I just couldn't get my head around why my son wanted to hoover the car, given that we were about to cram it full of boxes and myriad memoirs to be taken to university for this, his first big step into the academic abyss. That coming of age crevasse, where we parents find ourselves suddenly hovering on the edge, all a jitter, watching them take this first big jump. Then it dawned on me. My son was in fact nesting, and I, with my obsessive "take this frying pan, you'll need that", digging out piles of towels and bed linen, or buying endless amounts of shower gels and shampoo from Lidl, was actually deconstructing my nest. Twig by twig, it would seem.
given that this was my first to fly the nest, it was all starting to feel like a bit of a meta-moment.
Just as 18 years earlier, I had cleaned the house from top to toe, bought stuff to build a warm, safe environment for my baby, he was now taking the baton and starting to create his own. In my son’s case, it is quite far away, having chosen a university in Holland, and so I appreciate that not every parent has to deal with this distance. But of course, it isn’t the distance that really matters when it comes to this parenting moment. It is just the moment. And given that this was my first to fly the nest, it was all starting to feel like a bit of a meta-moment. And a magical one, and one that was definitely mirroring the time he came into this world.
Before having my babies, I did everything I could do to prepare. I read all the books out there, and continued to dip into them throughout the baby and toddler years to get my head around how to deal with each new phase. They all stopped at around age three, however, and few gave advice on the later stages. And certainly no one is out there to tell you how to let them go. You have to figure that one out all on your own. And of course, just as with childbirth, you can read as many books as you want, prepare the best ever birthing plan and have the most devoted partner there beside you all the way, but at the end of the day you are on your own. And until it happens, you have no idea what to expect.
Reins and rule-free
Same goes for this going off to college scenario. You spend so much time helping get them ready, 18 years or so in most cases, but also a few intense months of picking courses, supporting them through exams, sorting out financial options, getting digs, teaching them how to cook, and so much more, that you don’t really have time to think about how it will be when they actually get there.
I was 90 per cent excited for him, and 10 per cent terrified
All swaddled and sweet as ever in our eyes, yet totally reins-and rules-free in theirs. Friends asked me how I was feeling about my son’s going away, and my answer had become a fixed one over the last few months. I was 90 per cent excited for him, and 10 per cent terrified. Probably the reverse of childbirth in fact, with 10 per cent excitement very much upstaged by the 90 per cent pain.
And yet, in childbirth, we have options to make things easier. We have epidurals to ease the pain. Stitches to heal the wounds. We have gifts and outpourings of love and support. Celebratory champagne, post-partum parties. But what happens when they fly this well-prepared nest? I get home to a very empty house and one letter telling me my child benefit has been cut. Ouch. Where’s the gas and air now, when I need it?

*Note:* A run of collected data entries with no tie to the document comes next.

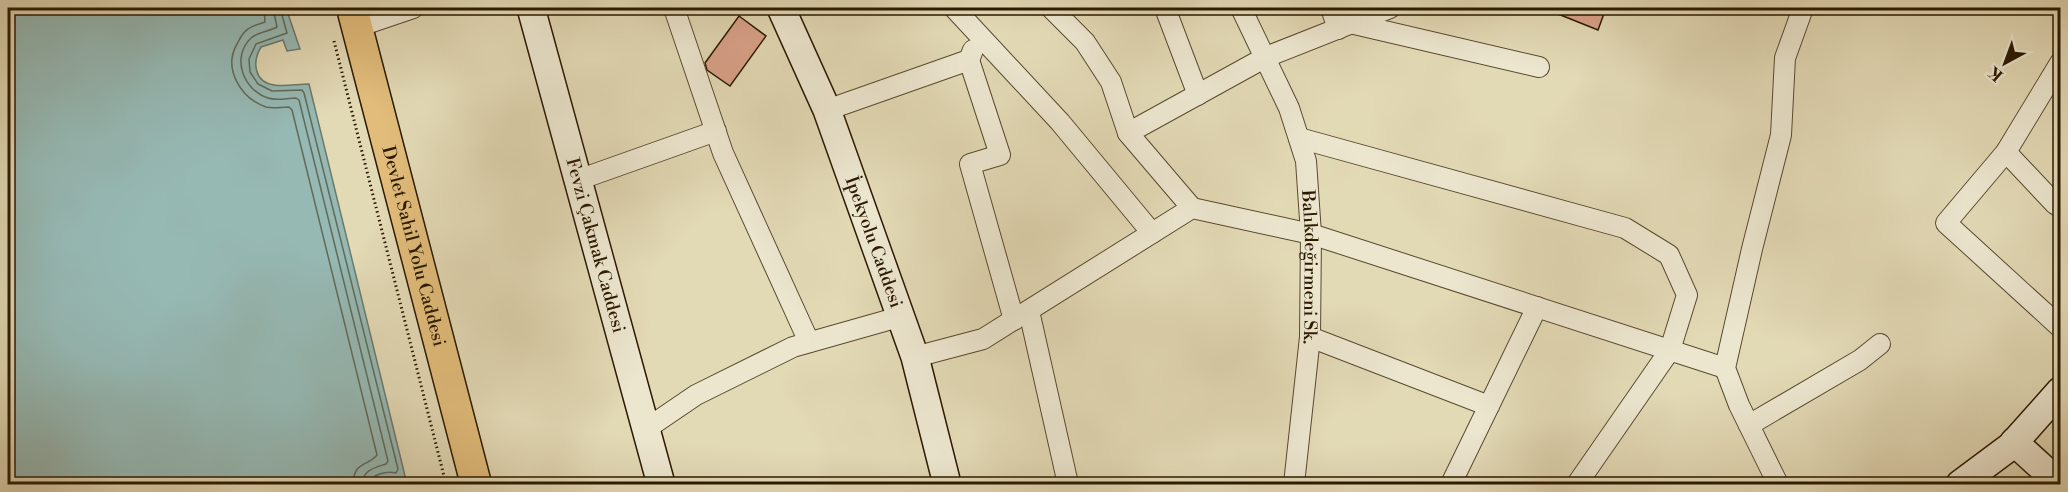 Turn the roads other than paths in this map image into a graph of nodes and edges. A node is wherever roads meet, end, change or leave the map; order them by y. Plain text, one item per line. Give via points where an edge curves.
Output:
1 (413, 8) edge
2 (531, 8) edge
3 (674, 8) edge
4 (781, 8) edge
5 (954, 8) edge
6 (1052, 8) edge
7 (1165, 8) edge
8 (1241, 8) edge
9 (1331, 8) edge
10 (1390, 8) edge
11 (1803, 8) edge
12 (345, 18) edge
13 (1344, 26) junction
14 (978, 34) junction
15 (1266, 57) junction
16 (969, 60) junction
17 (2061, 63) edge
18 (1539, 67) dead end
19 (1198, 95) junction
20 (827, 110) junction
21 (716, 131) junction
22 (1128, 133) junction
23 (1299, 138) junction
24 (2006, 152) junction
25 (578, 180) junction
26 (2061, 207) edge
27 (1192, 208) junction
28 (1152, 233) junction
29 (1311, 234) junction
30 (1537, 307) junction
31 (1021, 315) junction
32 (899, 317) junction
33 (2061, 327) edge
34 (1310, 337) junction
35 (809, 342) junction
36 (1880, 344) dead end
37 (1670, 350) junction
38 (915, 357) junction
39 (1725, 368) junction
40 (2061, 391) edge
41 (1489, 406) junction
42 (1749, 425) junction
43 (646, 429) junction
44 (2014, 442) junction
45 (463, 484) edge
46 (476, 484) edge
47 (661, 484) edge
48 (947, 484) edge
49 (1068, 484) edge
50 (1294, 484) edge
51 (1450, 484) edge
52 (1577, 484) edge
53 (1778, 484) edge
54 (1960, 484) edge
55 (2061, 484) edge

1 - 12 street
2 - 25 street, Fevzi Çakmak Caddesi
3 - 21 street
4 - 20 street, İpekyolu Caddesi
5 - 14 street
6 - 22 street via 1084,42 1111,82
7 - 19 street
8 - 15 street, Balıkdeğirmeni Sk.
9 - 13 street
10 - 13 street
11 - 39 street via 1785,58 1781,135
12 - 45 main road, Devlet Sahil Yolu Caddesi
12 - 46 main road, Devlet Sahil Yolu Caddesi
13 - 15 street
13 - 18 street
14 - 16 street
14 - 28 street via 1060,122
15 - 19 street
15 - 23 street, Balıkdeğirmeni Sk.
16 - 20 street
16 - 31 street via 1000,155 970,164
17 - 24 street
19 - 22 street
20 - 32 street, İpekyolu Caddesi
21 - 25 street
21 - 35 street
22 - 27 street
23 - 29 street, Balıkdeğirmeni Sk. via 1306,161
23 - 37 street via 1625,228 1669,255 1687,295
24 - 26 street
24 - 33 street via 1946,223
25 - 43 street, Fevzi Çakmak Caddesi
27 - 28 street
27 - 29 street
28 - 31 street
29 - 30 street
29 - 34 street, Balıkdeğirmeni Sk.
30 - 37 street
30 - 41 street
31 - 38 street via 983,339
31 - 49 street
32 - 35 street
32 - 38 street, İpekyolu Caddesi
34 - 41 street
34 - 50 street, Balıkdeğirmeni Sk.
35 - 43 street via 696,396
36 - 42 street via 1860,360
37 - 39 street
37 - 52 street
38 - 48 street, İpekyolu Caddesi
39 - 42 street
40 - 44 street
41 - 51 street
42 - 53 street
43 - 47 street, Fevzi Çakmak Caddesi
44 - 54 street
44 - 55 street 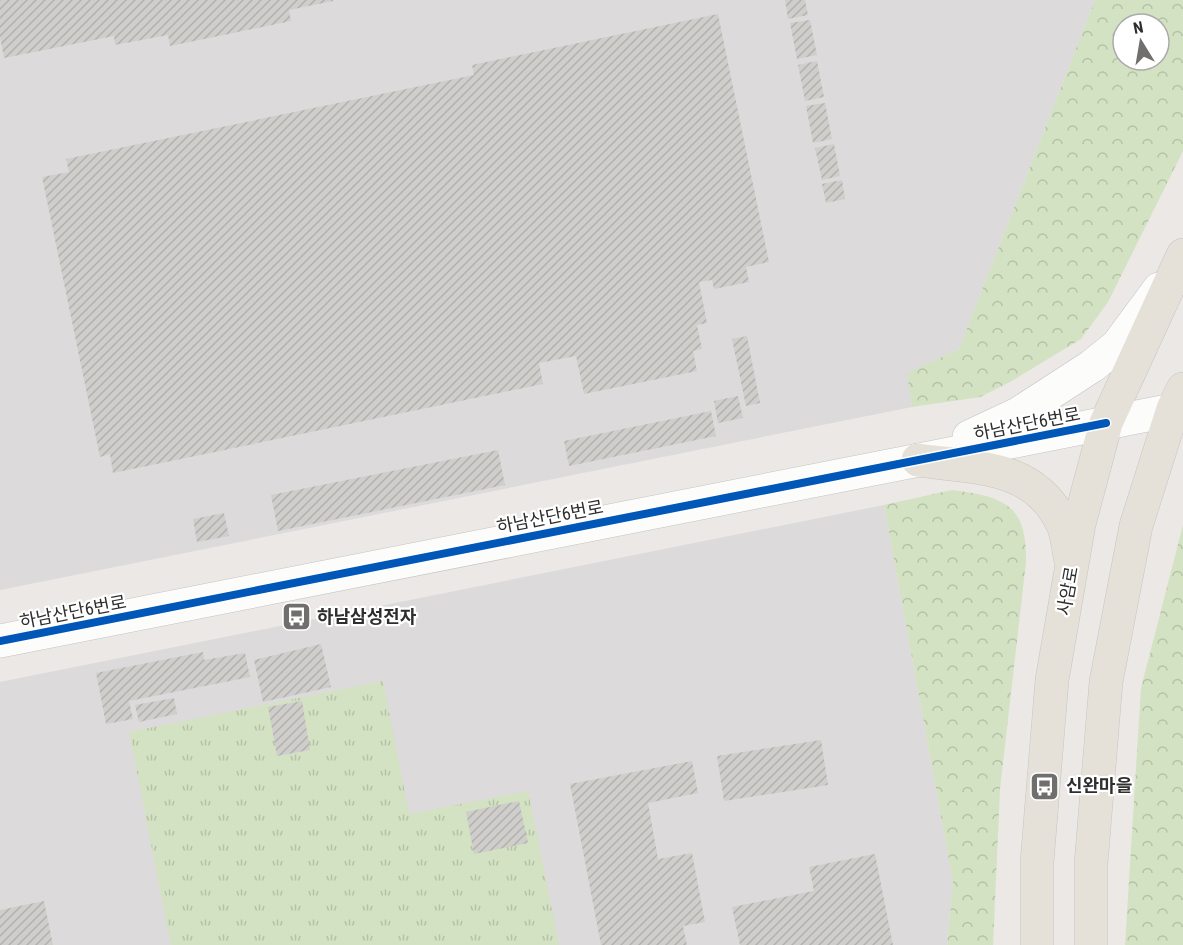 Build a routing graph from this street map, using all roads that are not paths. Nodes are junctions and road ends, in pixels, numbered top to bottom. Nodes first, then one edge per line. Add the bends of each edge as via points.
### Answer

And so, I write this in support of other parents about to send their babies off into the world.
And so, I write this in support of other parents about to send their babies off into the world. I celebrate you and send you a million metaphorical balloons that say “you bloody did it”, a cake with enough hundreds and thousands to represent the sleepless nights, the arguments, the birthdays, the advice sessions, the hand-holding and so much more. There may be no Hallmark cards to say it, or traditional celebrations for parents and carers to mark it, but I am marking it. I am sleeping. I am indulging in box sets. I am going for walks, treating myself to a few nights out with close friends and hanging out with my other son who is also missing his brother, big time.
What it’s really about
Thankfully, I took a week off work to do the trip, come home and have time to process it all. And I urge any other people out there to do the same. I would have struggled just going back to my desk like nothing had happened. Also, I am a single mum, and so it has been important for me to seek out other friends who have been through it during this time off. Consequently, I am now starting to hear the real stories of what it’s all about. Just as you don’t hear about the reality of childbirth from friends before you go in there, afterwards they are happy to share all the gory details. My friends admit to having felt bereft, at a loss, lonely, and in some cases depressed. And then there were the dreaded cracks in marriages which had now become gaping gashes with no young ones to act as Polyfilla.
I know, of course, that the nest will never be totally empty. We build those things so damn well they will never fall apart.
My other son has another four years of school to go before he too flies the nest, so I have time to get my head around that next phase. And plenty of years left to enjoy some quality parenting moments too. Less hoovering, more hanging out. I know, of course, that the nest will never be totally empty. We build those things so damn well they will never fall apart. But we parents are more fragile than we like to let on sometimes, and I’m all for letting on. If this new chapter were to feature in the parenting books, I think I would suggest the words of a close friend as an opener. One who listened patiently as I told him, tearfully, that I was starting to feel a little redundant. “You are not redundant. You are triumphant.” That was all I needed to hear. Hallmark is missing a treat.